DI
@Beeeatrice
Premetto che non ho letto altre recensioni, sono certa un sacco di gente abbia già detto tutto, meglio di me, e più di me. Quindi che ci faccio qui? Diciamo che mi aggiungo al coro, esprimendo un’opinione non richiesta, per altro.
Come avete sapientemente dedotto dal titolo, vi parlo dell’ultima fatica dei Mumford and Sons, Babel, uscito il 21 settembre. Sigh No More, il loro precedente lavoro in studio ed album di debutto risalente al 2009, dopo un inizio un po’ in sordina, ha finito per incantare mezzo mondo stabilendo record detenuti da grupponi come i Colplay, per fare un nome. Non siamo qui per fare paragoni, tuttavia.
Attesissimo da fan e detrattori (questi ultimi speranzosi si rivelasse un’opera mediocre), questo Babel è una storia epica, che si apre come il proprio precedessore con la title-track, festosa e tirata, nello stile caciarone made in Mumford, dall’aroma statunitense, è una band che dalle prime note sa già il fatto proprio senza timide partenze, quasi dicendo “dov’eravamo rimasti?”, “vi siete divertiti ai nostri live?”.Whispers in the Dark, dalle cavalcate cassa-tamburello ed il banjo ad ondeggiare ad ogni nota, un banjo abilmente stuzzicato ancora di più nel primo singolo estratto da Babel, I Will Wait, noto precedentemente col titolo Nothing Is Written, ora in una veste più ricca ma che ha perso il suo gusto etereo e romantico. La parte centrale del disco prosegue tra autocitazionismo (Marcus, stellina, non ti sembra un po’ troppo ripetere “like a stone” in due canzoni diverse nel giro di tre minuti?), citazionismo vero e proprio, nel riprendere con Ghosts That We Knew il titolo di un brano di Laura Marling (Ghosts), ex ragazza del frontman.

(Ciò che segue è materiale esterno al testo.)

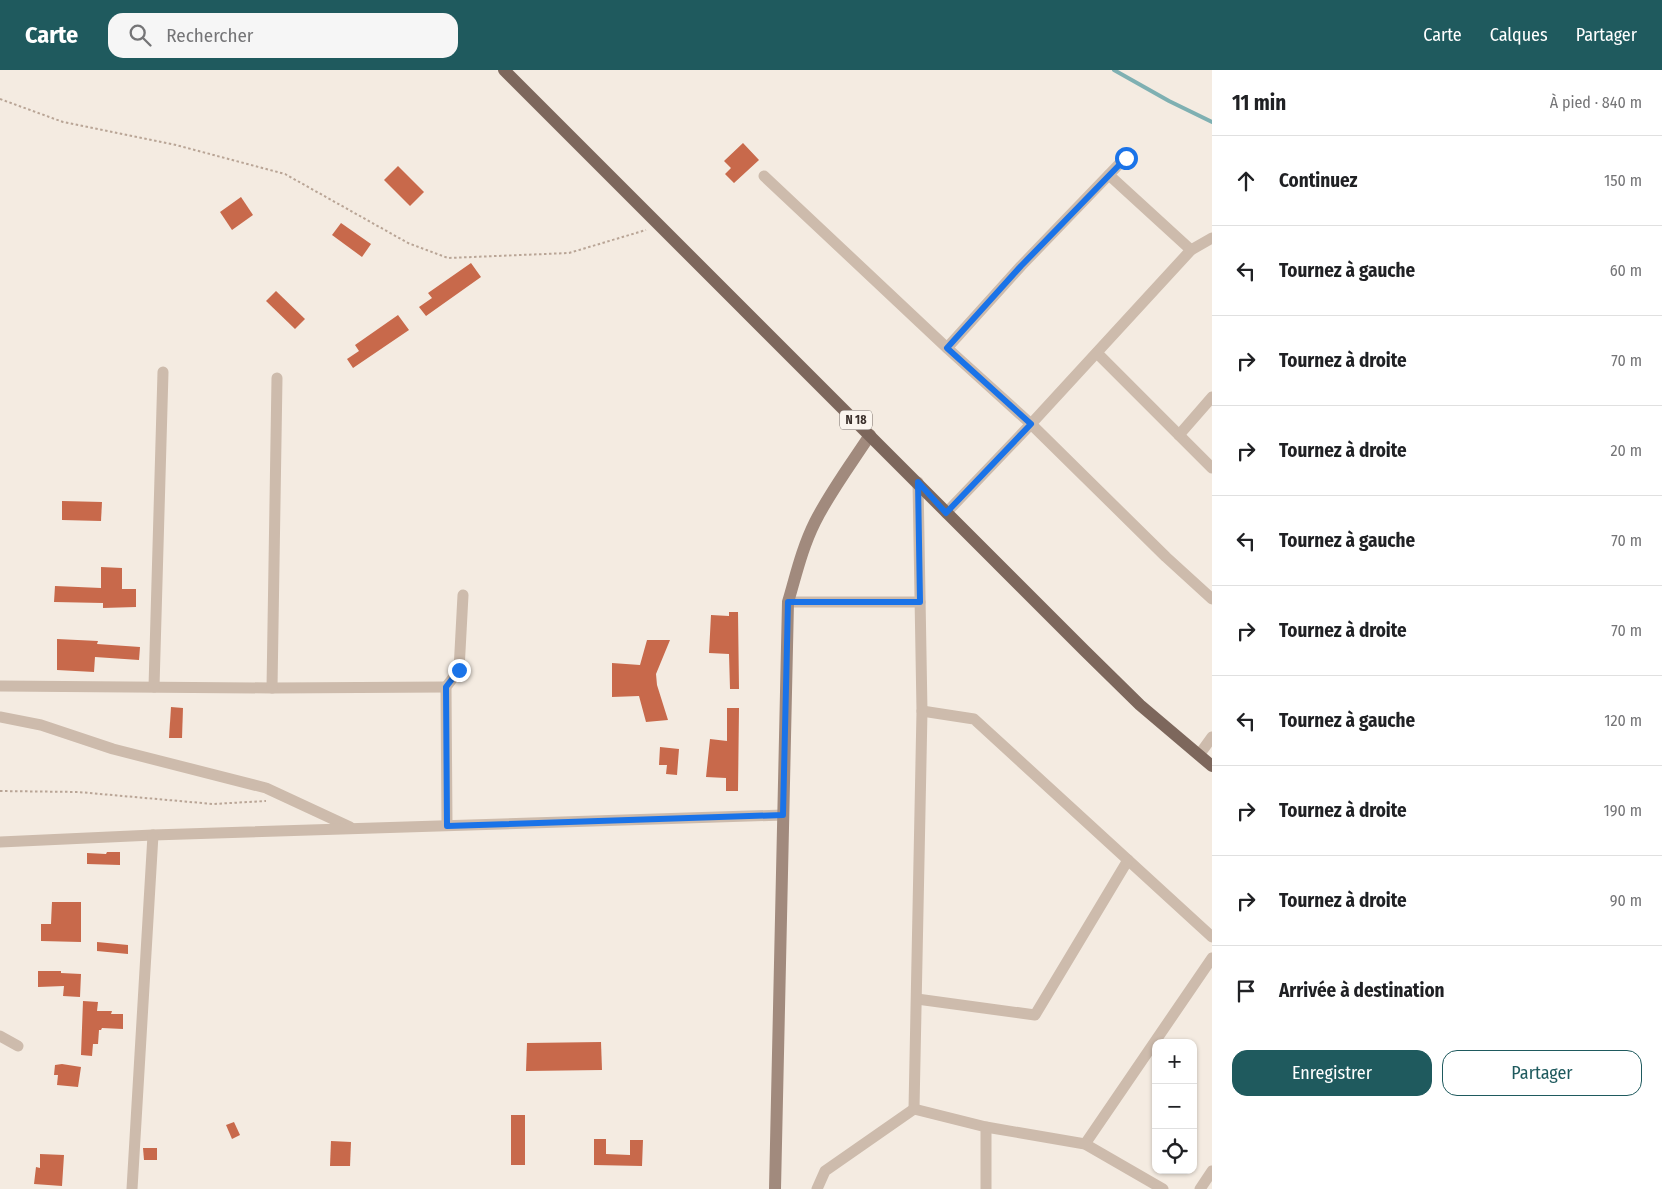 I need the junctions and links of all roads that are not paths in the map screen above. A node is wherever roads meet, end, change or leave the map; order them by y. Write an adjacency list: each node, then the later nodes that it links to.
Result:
1 (504, 70): 13 (main road, N 18)
2 (1126, 158): 3 (street)
3 (1109, 175): 6 (street); 7 (street)
4 (764, 176): 7 (street)
5 (1212, 238): 6 (street)
6 (1192, 250): 8 (street)
7 (947, 348): 12 (street)
8 (1097, 353): 12 (street); 14 (street)
9 (163, 372): 23 (street)
10 (277, 378): 25 (street)
11 (1212, 398): 14 (street)
12 (1031, 424): 17 (street); 19 (street)
13 (870, 435): 16 (main road, N 18); 20 (street)
14 (1179, 435): 15 (street)
15 (1212, 468)
16 (918, 482): 17 (main road, N 18); 21 (street)
17 (946, 513): 29 (main road, N 18)
18 (463, 595): 24 (street)
19 (1212, 599)
20 (788, 602): 21 (street); 31 (street)
21 (920, 602): 26 (street)
22 (0, 686): 23 (street)
23 (154, 687): 25 (street)
24 (446, 687): 25 (street); 32 (street)
25 (272, 688)
26 (922, 711): 36 (street); 39 (street)
27 (0, 717): 33 (street)
28 (1212, 737): 29 (street)
29 (1199, 755): 30 (main road, N 18)
30 (1212, 766)
31 (783, 815): 32 (street); 47 (street)
32 (447, 826): 33 (street)
33 (353, 828): 34 (street)
34 (153, 835): 35 (street); 46 (street)
35 (0, 842)
36 (1128, 860): 37 (street); 39 (street)
37 (1212, 937)
38 (1212, 958): 44 (street)
39 (917, 999): 42 (street)
40 (0, 1036): 41 (street)
41 (18, 1046)
42 (914, 1109): 43 (street); 48 (street)
43 (986, 1127): 44 (street); 49 (street)
44 (1085, 1144): 50 (street)
45 (1212, 1170): 51 (street)
46 (132, 1189)
47 (775, 1189)
48 (817, 1189)
49 (986, 1189)
50 (1163, 1189)
51 (1200, 1189) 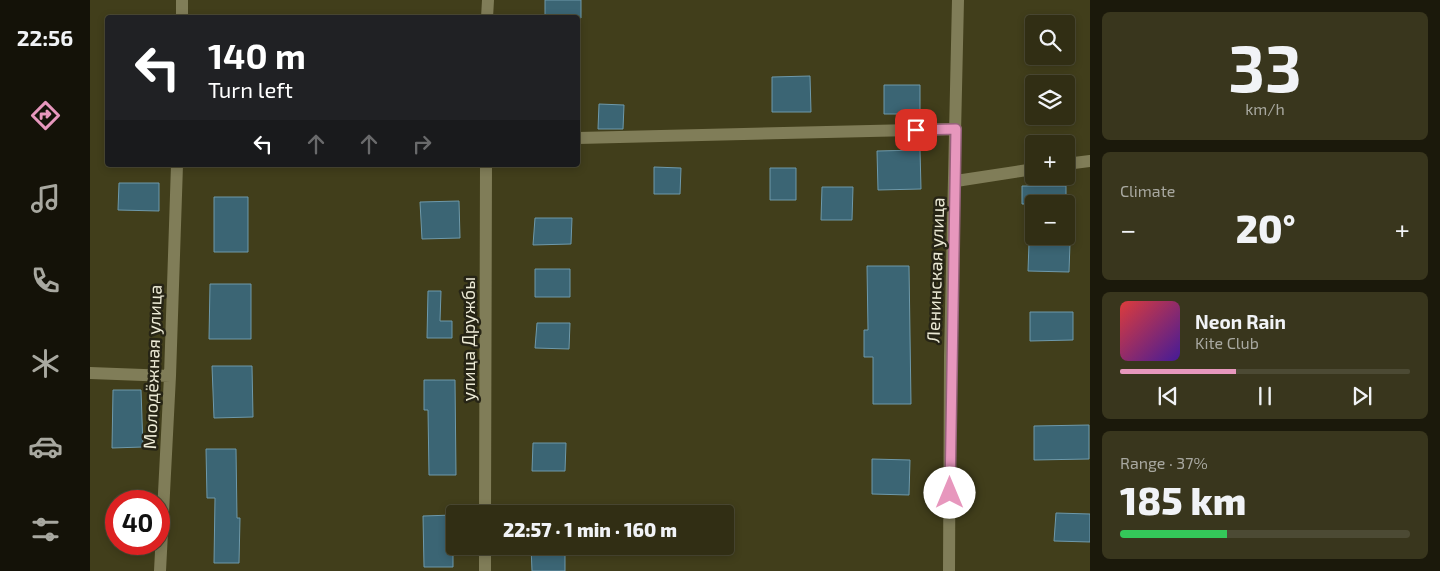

Secondo brano già conosciuto da parecchio, Lover Of The Light, eseguito regolarmente live da due anni e mezzo a questa parte, inno radioso roccheggiante, alti e bassi dosati tra finte e pause, crescendo strumentali emozionanti, urla liberatorie. A Lover of the Light segue Lovers’ Eyes─vogliamo credere sia una scelta consapevole aver affiancato due canzoni dal titolo simile─scelta nell’ultimo tour come brano per aprire i concerti, ipnotica verso il finale, trascinante ed esplosiva. Pausa intervallo: Reminder, due minuti di essenzialità acustica, serenata voce-chitarra, gioiellino malinconico quasi filastrocca, per introdurre The Pezzone: Hopeless Wanderer, recitata e successivamente spiazzante, con un mandolino suonato come una chitarra, o una chitarra suonata come un mandolino – poco importa – in un’estasi di voci e melodie a tratti drammatiche, in alcuni tratti struggente mentre in altri ti verrebbe da ballare, o balare, come quando in concerto in Italia ci esortano a fare. Come la scorsa estate, al Teatro Romano di Verona, improvvisando un palco davanti quello vero del concerto, stordendo quasi duemila persone eseguendo dei pezzi totalmente in acustico. Non volava una mosca, spettacolo quantomeno raro da noi loud Italians, ma come si fa a disobbedire a Marcus Mumford, pure con la mano distrutta al tempo, che fa shhhhht ad un’arena in adorazione, impossibile. Tra lacrime e sorrisi, un pensiero comune ci attraversava la mente: se ne parlerà per un bel po’, ed io c’ero.
La seconda metà del disco non è altrettanto spumeggiante, siamo comunque nello standard mumfordiano, quindi stiamo parlando di tanta roba, è che ci hanno abituati a di più. Notevoli i rimandi alla Dust Bowl Dance (Sigh No More) di Broken Crown, la voce del banjo player Winston Marshall in For Those Below, i cori di The Boxer (feat. Jerry Douglas e Paul Simon), la melancolia composta di Where Are You Know, ultimo episodio di questo disco dei grandi numeri, avendo già superato il milione di copie vendute in tutto il mondo.
A mente fredda, Sigh No More suona come da introduzione al più maturo Babel, inebriante viaggio musicale della durata di un’ora. In tanti si sono messi ad analizzare il successo di questi giovani artisti (il componente più vecchio ha 28 anni), si sono scomodati anche al Wall Street Journal, quando basta ascoltarli per avere la soluzione. Molto metaforicamente, il loro è il gusto di gelato che unisce gli amanti delle creme e gli amanti della frutta, è nelle playlist di padri di famiglia e adolescenti ribelli, e everything in between.
I Mumford and Sons assomigliano ai Mumford and Sons, ed ho il sospetto che non ci abbiano ancora fatto sentire niente, perché conoscendoli, il meglio deve ancora arrivare.